The BEDTools23 intersect function was used to identify all reads in peaks: reads that overlapped an ATAC-seq peak by at least 20% of the read length. Reads in peaks were further classified as overlapping a promoter (2 kb upstream of TSS; minimum overlap 50% of read length) or as being distal. The FRiP score was calculated by dividing reads in peaks by total reads used for calling peaks.

ATAC-seq peak overlap with other ATAC-seq peaks, DHS and ChIP-seq peaks

Overlap was determined using the BEDTools23 package’s intersect function with default arguments (minimum 1 bp overlap).
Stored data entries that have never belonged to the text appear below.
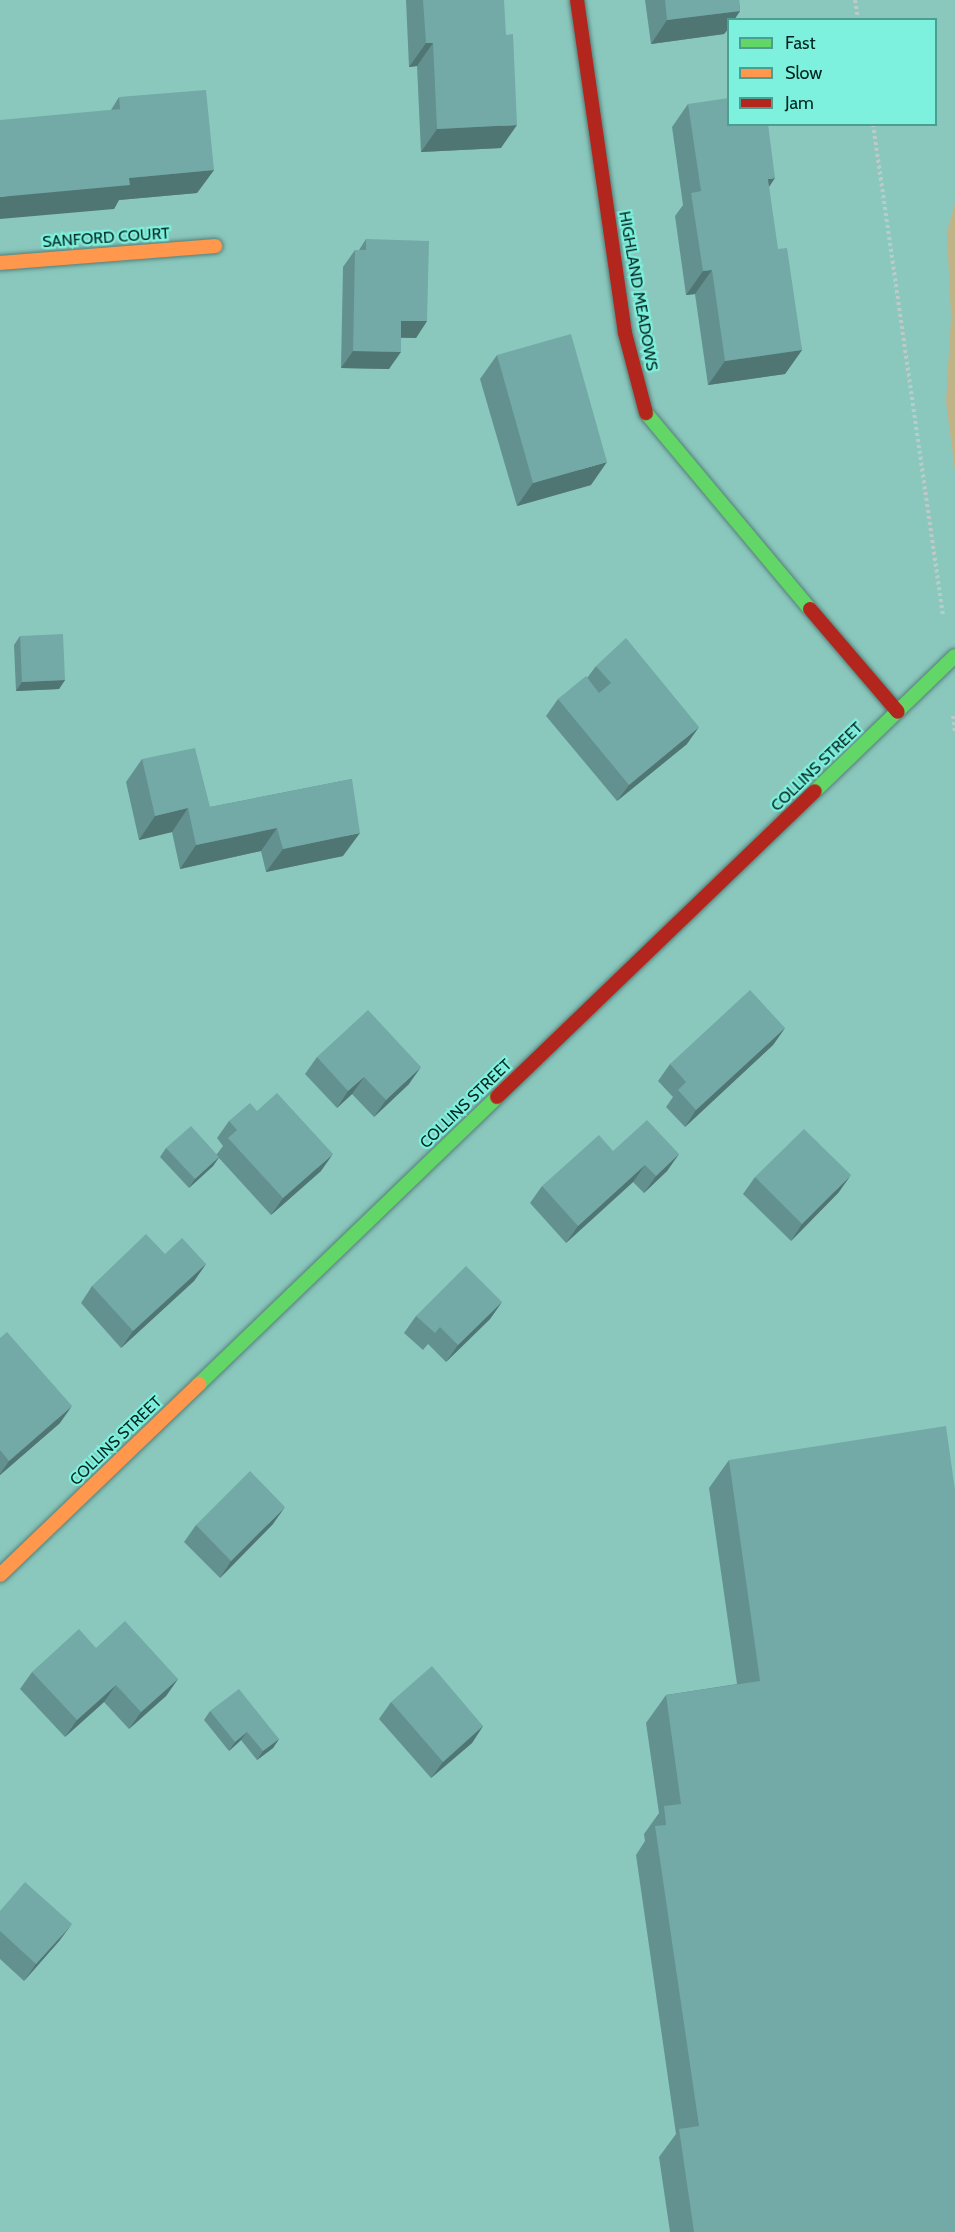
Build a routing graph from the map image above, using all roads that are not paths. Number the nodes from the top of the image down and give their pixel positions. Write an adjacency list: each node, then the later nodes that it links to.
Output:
1 (577, 0): 5 (main road, HIGHLAND MEADOWS)
2 (215, 246): 3 (main road, SANFORD COURT)
3 (0, 263)
4 (952, 659): 5 (main road, COLLINS STREET)
5 (897, 712): 6 (main road, COLLINS STREET)
6 (0, 1575)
Gene expression versus promoter chromatin state

Genes were classified as open or closed based on whether or not an ATAC-seq peak overlapped their promoter (2 kb upstream of the TSS). Overlap was determined using the BEDTools23 package’s intersect function with default arguments (minimum 1 bp overlap).

Normalized read coverage plots

Normalized read coverage plots were generated using the profile function from the Fluff24 package (3.0.2).
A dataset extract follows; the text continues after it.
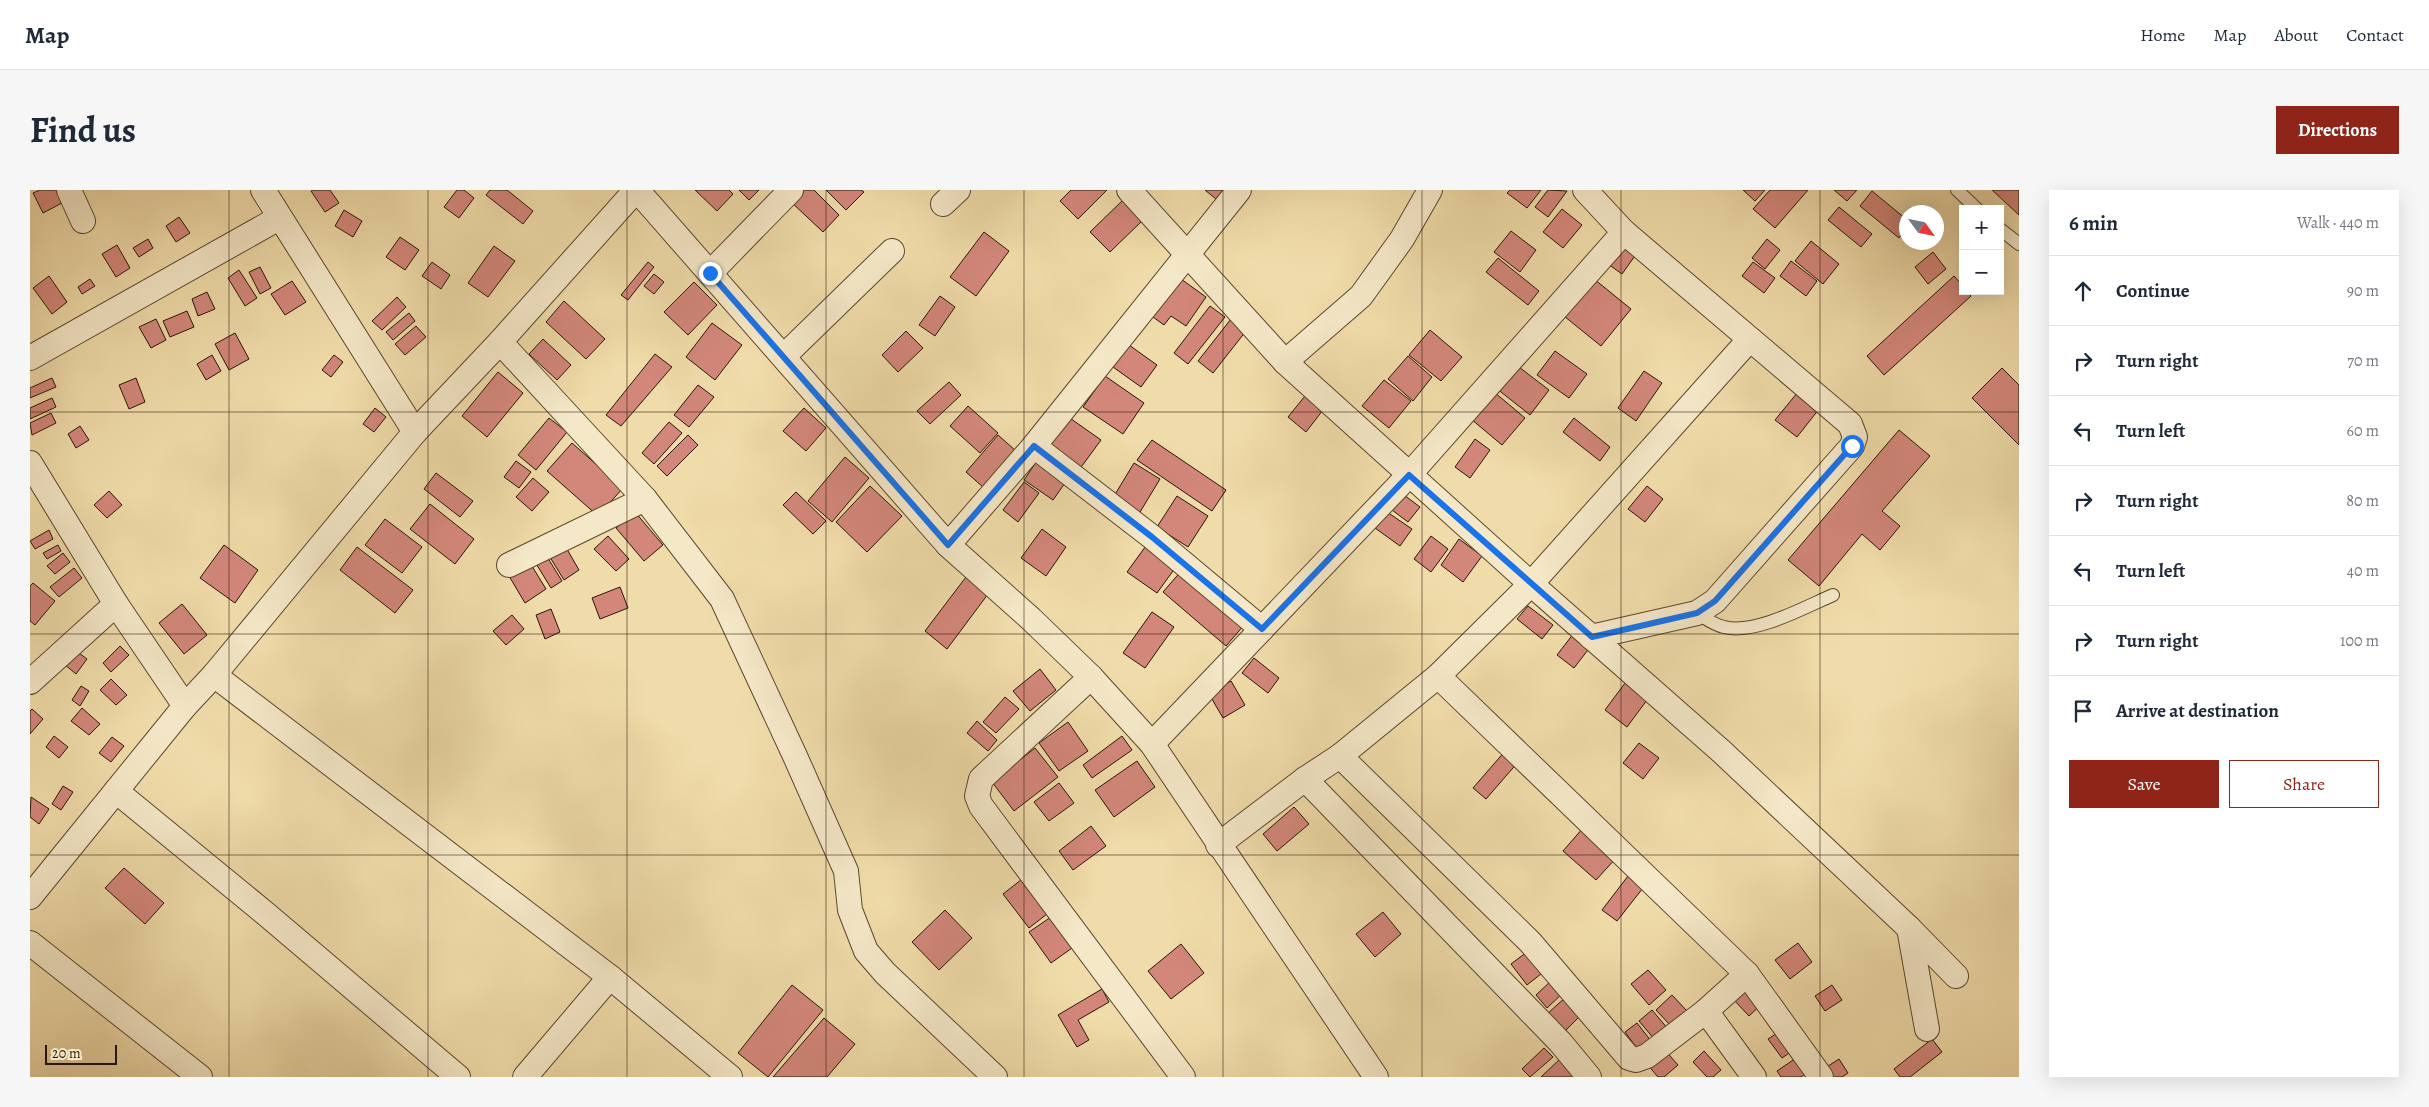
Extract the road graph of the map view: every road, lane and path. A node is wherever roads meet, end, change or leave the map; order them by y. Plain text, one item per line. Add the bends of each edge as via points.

Genomic localization of ATAC-seq peaks

Peaks were sorted by genomic location using the BEDTools23 intersect function, based on minimum 50% overlap with promoters (2 kb upstream of TSS), exons, or introns. Lack of overlap with any of these features classified a peak as distal.

Binding motif enrichment analysis

Sets of peaks in interval format (BED files) were evaluated for binding motif enrichment using the findMotifsGenome.pl script from HOMER25 (v4.8) and the top known motifs, based on p-value, were reported.

Principal components analysis (PCA) of pig tissue ATAC-seq alignments

Alignment files were converted to bigwig format and normalized by reads per kilobase million (RPKM) with the bamCoverage function from the deepTools26 suite (2.5.0). Bigwig files were used to generate a PCA plot using the plotPCA function from the deepTools suite (2.5.0).

Functional annotation enrichment analysis

Gene sets were submitted to DAVID27,28 (v6.8) to identify enriched biological functions using default settings. Resulting functional annotation terms were sorted by FDR, and the most significant terms reported.